[Data extracted from a collection]
#####
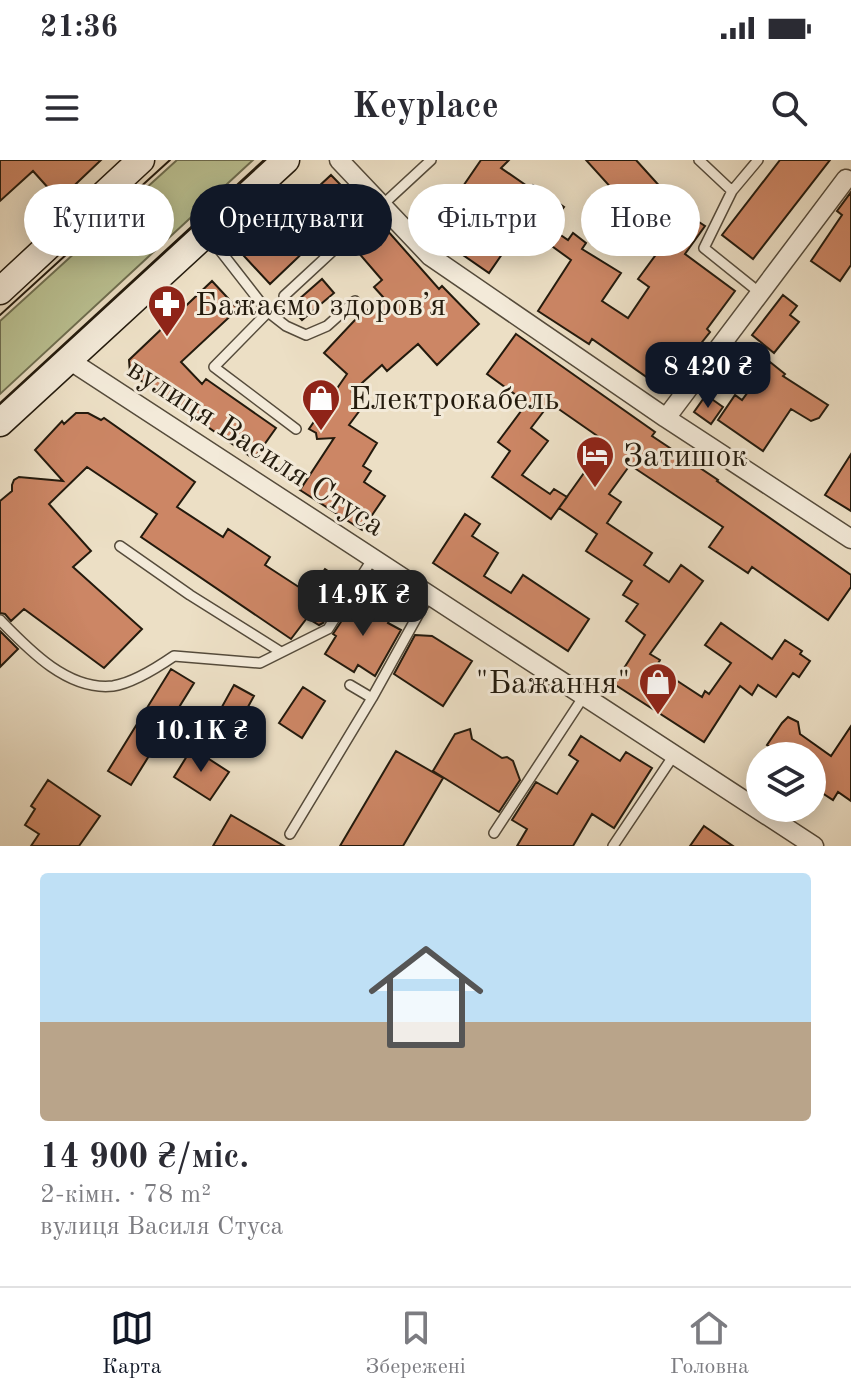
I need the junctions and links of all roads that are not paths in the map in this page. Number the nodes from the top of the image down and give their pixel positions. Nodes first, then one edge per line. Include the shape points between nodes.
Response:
1 (141, 160) edge
2 (286, 160) edge
3 (339, 160) edge
4 (431, 160) edge
5 (699, 160) edge
6 (758, 160) edge
7 (846, 179) dead end
8 (260, 184) edge
9 (361, 184) edge
10 (732, 191) junction
11 (392, 197) edge
12 (392, 216) edge
13 (190, 248) edge
14 (224, 256) edge
15 (328, 256) edge
16 (0, 291) edge
17 (761, 293) junction
18 (284, 296) dead end
19 (355, 301) dead end
20 (268, 312) junction
21 (69, 360) junction
22 (666, 418) junction
23 (0, 423) edge
24 (296, 429) dead end
25 (851, 539) edge
26 (120, 546) dead end
27 (373, 558) junction
28 (429, 595) junction
29 (0, 620) edge
30 (281, 652) junction
31 (350, 685) dead end
32 (584, 696) junction
33 (372, 698) junction
34 (674, 755) junction
35 (494, 833) dead end
36 (290, 834) dead end
37 (613, 846) edge
38 (814, 846) edge

1 - 16 main road
2 - 8 main road
3 - 9 street
4 - 11 lane
5 - 10 lane
6 - 10 lane
7 - 17 street
10 - 17 lane via 704,248
12 - 22 street via 430,256
13 - 21 main road
14 - 20 lane
15 - 18 lane
17 - 22 street
19 - 20 lane via 327,326 306,335
20 - 24 lane via 214,367
21 - 23 main road
21 - 27 street, вулиця Василя Стуса
22 - 25 street
26 - 30 lane
27 - 28 street, вулиця Василя Стуса
27 - 30 lane via 328,629
28 - 32 street, вулиця Василя Стуса
28 - 33 lane
29 - 30 lane via 49,665 86,685 115,686 174,656 260,663
31 - 33 lane
32 - 34 street, вулиця Василя Стуса
32 - 35 lane
33 - 36 lane
34 - 37 lane
34 - 38 street, вулиця Василя Стуса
#####
Try it: Each entry above must be set down word for word; none of its pictures belong in the copy.

Written answer:
I need the junctions and links of all roads that are not paths in the map in this page. Number the nodes from the top of the image down and give their pixel positions. Nodes first, then one edge per line. Include the shape points between nodes.
Response:
1 (141, 160) edge
2 (286, 160) edge
3 (339, 160) edge
4 (431, 160) edge
5 (699, 160) edge
6 (758, 160) edge
7 (846, 179) dead end
8 (260, 184) edge
9 (361, 184) edge
10 (732, 191) junction
11 (392, 197) edge
12 (392, 216) edge
13 (190, 248) edge
14 (224, 256) edge
15 (328, 256) edge
16 (0, 291) edge
17 (761, 293) junction
18 (284, 296) dead end
19 (355, 301) dead end
20 (268, 312) junction
21 (69, 360) junction
22 (666, 418) junction
23 (0, 423) edge
24 (296, 429) dead end
25 (851, 539) edge
26 (120, 546) dead end
27 (373, 558) junction
28 (429, 595) junction
29 (0, 620) edge
30 (281, 652) junction
31 (350, 685) dead end
32 (584, 696) junction
33 (372, 698) junction
34 (674, 755) junction
35 (494, 833) dead end
36 (290, 834) dead end
37 (613, 846) edge
38 (814, 846) edge

1 - 16 main road
2 - 8 main road
3 - 9 street
4 - 11 lane
5 - 10 lane
6 - 10 lane
7 - 17 street
10 - 17 lane via 704,248
12 - 22 street via 430,256
13 - 21 main road
14 - 20 lane
15 - 18 lane
17 - 22 street
19 - 20 lane via 327,326 306,335
20 - 24 lane via 214,367
21 - 23 main road
21 - 27 street, вулиця Василя Стуса
22 - 25 street
26 - 30 lane
27 - 28 street, вулиця Василя Стуса
27 - 30 lane via 328,629
28 - 32 street, вулиця Василя Стуса
28 - 33 lane
29 - 30 lane via 49,665 86,685 115,686 174,656 260,663
31 - 33 lane
32 - 34 street, вулиця Василя Стуса
32 - 35 lane
33 - 36 lane
34 - 37 lane
34 - 38 street, вулиця Василя Стуса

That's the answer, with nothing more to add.